When I asked Jones if this season reminds him of any of the previous ones he has experienced, he responded with, “dude, I’m old.  I can’t remember what happened yesterday.”

Like the Braves managed to brush off the frustration created during April’s nine-game losing streak, they must quickly move away from yesterday’s excitement and focus on attempting to take advantage of a slumbering Phillies offense over the course of the next two days.

Attempting to maintain their half-game lead, the Braves will send Tim Hudson to the mound tonight to oppose Cole Hamels, who went 3-1 with a 2.45 ERA in five May starts.   Hudson proved to be a little better, going 4-0 with a 1.59 ERA in the six starts he made during the season’s second month.   

When the Braves lost to Hamels on May 9, they fell to 3-7 in games which the opposing team started a left-handed pitchers.   Since then they have won six of the seven games played while opposing a left-handed starter.  

During this successful span that dates back to May 11, Jason Heyward has hit .385 (10-for-26) with a 1.121 OPS against left-handers.   Entering May 10, he had  just .222 (6-for-27) with an .808 OPS against southpaws.

This seems to be further evidence that Heyward has the unique ability to quickly make adjustments and adapt to this Major League level that was supposed to provide him a greater challenge.   
Heyward enters Tuesday ranked second in the National League with a .988 OPS and his 10 homers are just three off Corey Hart’s league-leading total.   

It will be interesting to see where Heyward ranks among NL outfielders when the latest All-Star balloting results are released tomorrow.  The 20-year-old phenom is certainly making a strong case to receive a starting assignment.    

A tale of two schedules:  When looking at the great turnaround the Braves made in May, you can’t overlook the fact that just four of the 23 games they played in April were contested against clubs that currently have a sub .500 record.  

In May, the Braves played 14 of 28 games against clubs that are currently below .500.   Another nine came against teams that currently own a .500 mark.    In other words, they played just five games this past month against clubs with a winning record.  

During their 28-game slate in June, the Braves are scheduled to play 13 games against clubs that currently possess a winning record and another three against a .500 club that is about to add Stephen Strasburg to its starting rotation.   

With Strasburg scheduled to make his Major League debut on June 8 for the Nationals, it appears that he could in line to start at Turner Field during a three-game series that runs from June 28-30.
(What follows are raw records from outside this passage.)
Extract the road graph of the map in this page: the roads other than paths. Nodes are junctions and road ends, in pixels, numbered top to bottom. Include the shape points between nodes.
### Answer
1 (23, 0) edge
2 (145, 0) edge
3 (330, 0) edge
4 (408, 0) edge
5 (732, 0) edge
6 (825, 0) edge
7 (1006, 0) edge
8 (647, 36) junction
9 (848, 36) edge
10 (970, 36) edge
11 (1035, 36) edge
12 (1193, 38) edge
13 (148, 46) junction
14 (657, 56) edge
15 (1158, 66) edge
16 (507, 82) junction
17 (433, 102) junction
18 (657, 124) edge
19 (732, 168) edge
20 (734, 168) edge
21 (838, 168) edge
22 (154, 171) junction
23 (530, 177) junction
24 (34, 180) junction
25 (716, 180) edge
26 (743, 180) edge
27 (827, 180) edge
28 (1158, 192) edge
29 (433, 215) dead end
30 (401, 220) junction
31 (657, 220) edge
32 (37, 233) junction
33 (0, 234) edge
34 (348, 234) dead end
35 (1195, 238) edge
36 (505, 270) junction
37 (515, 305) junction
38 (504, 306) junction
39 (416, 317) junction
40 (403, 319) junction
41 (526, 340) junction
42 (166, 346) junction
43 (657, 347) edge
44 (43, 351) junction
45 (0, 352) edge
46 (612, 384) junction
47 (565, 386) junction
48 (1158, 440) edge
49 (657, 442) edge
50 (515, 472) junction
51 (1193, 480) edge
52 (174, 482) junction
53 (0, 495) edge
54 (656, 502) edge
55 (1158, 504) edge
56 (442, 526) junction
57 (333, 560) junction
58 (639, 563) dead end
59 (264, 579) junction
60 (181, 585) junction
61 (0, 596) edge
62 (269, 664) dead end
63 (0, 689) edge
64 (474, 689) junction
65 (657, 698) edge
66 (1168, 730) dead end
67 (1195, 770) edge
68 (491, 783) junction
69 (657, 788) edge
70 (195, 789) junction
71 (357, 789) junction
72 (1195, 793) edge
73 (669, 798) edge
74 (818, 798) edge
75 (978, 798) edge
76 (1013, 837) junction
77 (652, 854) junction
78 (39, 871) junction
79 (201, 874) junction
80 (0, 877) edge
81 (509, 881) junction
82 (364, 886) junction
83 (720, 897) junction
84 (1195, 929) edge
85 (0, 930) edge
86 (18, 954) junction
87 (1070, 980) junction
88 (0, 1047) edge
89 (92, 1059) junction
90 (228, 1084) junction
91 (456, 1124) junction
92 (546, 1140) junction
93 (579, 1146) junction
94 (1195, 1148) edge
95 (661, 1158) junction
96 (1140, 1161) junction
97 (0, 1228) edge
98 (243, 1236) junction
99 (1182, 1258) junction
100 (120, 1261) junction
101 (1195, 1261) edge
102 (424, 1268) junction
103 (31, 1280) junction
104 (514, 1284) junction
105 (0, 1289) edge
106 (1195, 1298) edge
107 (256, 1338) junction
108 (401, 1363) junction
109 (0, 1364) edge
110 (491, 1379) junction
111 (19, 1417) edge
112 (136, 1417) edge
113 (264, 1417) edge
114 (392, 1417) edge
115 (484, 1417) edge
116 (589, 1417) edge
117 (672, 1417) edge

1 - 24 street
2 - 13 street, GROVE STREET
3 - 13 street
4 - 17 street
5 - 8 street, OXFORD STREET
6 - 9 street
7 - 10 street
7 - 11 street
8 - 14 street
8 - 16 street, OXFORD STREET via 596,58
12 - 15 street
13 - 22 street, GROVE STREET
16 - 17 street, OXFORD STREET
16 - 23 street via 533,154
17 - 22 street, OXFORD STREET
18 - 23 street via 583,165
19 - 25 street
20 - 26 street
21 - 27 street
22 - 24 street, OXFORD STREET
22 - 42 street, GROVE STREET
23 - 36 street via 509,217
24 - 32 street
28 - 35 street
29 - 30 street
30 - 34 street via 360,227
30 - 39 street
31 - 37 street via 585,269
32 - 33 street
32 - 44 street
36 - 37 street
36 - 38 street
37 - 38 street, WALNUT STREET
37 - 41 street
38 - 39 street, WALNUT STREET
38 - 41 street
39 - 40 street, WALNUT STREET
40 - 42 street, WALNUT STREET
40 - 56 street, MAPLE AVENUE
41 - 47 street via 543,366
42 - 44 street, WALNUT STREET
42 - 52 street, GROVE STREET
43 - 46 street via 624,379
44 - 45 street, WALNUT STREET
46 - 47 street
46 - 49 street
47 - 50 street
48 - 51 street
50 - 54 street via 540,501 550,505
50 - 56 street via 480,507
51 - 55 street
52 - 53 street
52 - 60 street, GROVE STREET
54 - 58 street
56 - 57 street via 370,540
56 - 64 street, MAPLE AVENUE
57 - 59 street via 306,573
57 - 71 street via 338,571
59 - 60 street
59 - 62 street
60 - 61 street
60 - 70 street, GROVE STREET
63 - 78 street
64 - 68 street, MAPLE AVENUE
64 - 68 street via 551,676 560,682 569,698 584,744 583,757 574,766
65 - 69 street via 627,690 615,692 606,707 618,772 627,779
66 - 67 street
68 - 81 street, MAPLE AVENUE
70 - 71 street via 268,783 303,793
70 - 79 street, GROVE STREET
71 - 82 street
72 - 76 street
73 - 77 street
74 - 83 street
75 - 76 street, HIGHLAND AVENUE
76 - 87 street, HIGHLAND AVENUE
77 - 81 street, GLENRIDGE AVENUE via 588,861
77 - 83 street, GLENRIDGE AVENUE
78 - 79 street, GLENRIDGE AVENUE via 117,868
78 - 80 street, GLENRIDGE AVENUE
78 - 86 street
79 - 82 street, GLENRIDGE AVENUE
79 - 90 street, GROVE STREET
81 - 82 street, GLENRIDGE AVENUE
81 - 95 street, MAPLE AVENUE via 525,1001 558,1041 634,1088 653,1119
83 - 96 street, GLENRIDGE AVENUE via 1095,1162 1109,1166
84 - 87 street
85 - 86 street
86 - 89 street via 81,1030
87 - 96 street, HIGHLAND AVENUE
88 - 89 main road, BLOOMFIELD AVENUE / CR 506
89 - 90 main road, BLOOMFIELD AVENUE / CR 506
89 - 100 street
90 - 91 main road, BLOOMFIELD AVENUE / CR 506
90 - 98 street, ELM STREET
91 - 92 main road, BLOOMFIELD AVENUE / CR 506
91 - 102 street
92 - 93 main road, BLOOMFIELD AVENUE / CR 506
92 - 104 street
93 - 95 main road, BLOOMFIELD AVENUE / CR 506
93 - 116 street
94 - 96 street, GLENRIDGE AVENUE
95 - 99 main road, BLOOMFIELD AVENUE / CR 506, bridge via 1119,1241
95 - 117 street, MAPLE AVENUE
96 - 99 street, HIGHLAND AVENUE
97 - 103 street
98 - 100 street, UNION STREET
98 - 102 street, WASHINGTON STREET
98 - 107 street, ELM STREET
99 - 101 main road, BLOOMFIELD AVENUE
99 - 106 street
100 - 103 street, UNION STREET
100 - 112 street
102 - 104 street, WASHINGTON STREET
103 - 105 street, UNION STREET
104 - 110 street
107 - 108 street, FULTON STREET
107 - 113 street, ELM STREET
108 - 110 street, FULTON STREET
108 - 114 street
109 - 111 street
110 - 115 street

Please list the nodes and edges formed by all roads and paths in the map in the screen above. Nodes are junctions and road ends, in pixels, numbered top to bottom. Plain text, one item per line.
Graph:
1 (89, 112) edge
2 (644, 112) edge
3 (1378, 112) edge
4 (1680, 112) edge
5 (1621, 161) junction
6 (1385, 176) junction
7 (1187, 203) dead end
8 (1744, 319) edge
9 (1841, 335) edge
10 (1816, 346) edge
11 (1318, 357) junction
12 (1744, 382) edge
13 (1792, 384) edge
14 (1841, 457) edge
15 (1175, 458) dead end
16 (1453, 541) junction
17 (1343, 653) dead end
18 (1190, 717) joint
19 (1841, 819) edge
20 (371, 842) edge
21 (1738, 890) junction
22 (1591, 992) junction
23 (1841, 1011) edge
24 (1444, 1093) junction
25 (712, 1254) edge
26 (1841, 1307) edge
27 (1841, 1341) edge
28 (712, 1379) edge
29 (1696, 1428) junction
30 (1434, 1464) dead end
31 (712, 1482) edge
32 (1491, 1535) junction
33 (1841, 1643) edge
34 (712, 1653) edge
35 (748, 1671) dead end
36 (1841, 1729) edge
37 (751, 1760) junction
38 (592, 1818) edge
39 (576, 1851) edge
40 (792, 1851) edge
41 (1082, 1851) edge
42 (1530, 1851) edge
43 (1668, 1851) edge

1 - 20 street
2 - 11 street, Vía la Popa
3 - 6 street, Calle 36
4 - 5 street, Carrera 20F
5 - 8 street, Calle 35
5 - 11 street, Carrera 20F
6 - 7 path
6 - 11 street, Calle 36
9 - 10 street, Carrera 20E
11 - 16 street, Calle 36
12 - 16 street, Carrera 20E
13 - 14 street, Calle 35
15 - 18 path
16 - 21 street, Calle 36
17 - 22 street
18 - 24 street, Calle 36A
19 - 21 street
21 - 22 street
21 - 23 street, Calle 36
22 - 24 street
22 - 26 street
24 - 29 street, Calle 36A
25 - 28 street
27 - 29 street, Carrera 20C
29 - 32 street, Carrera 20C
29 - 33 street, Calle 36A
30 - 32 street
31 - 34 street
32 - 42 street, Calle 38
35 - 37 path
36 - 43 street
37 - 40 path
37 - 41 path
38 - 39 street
Freeman update:   Freddie Freeman was scheduled to have his right knee examined via an MRI exam this afternoon in Atlanta.  The highly-regarded prospect tweaked his knee while stretching to grab a throw to first base during the second inning of the no-hitter that Todd Redmond completed for Triple-A Gwinnett on Friday night.  

Freeman has hit .261 with five homers and a .762 OPS in 43 games with Gwinnett this year.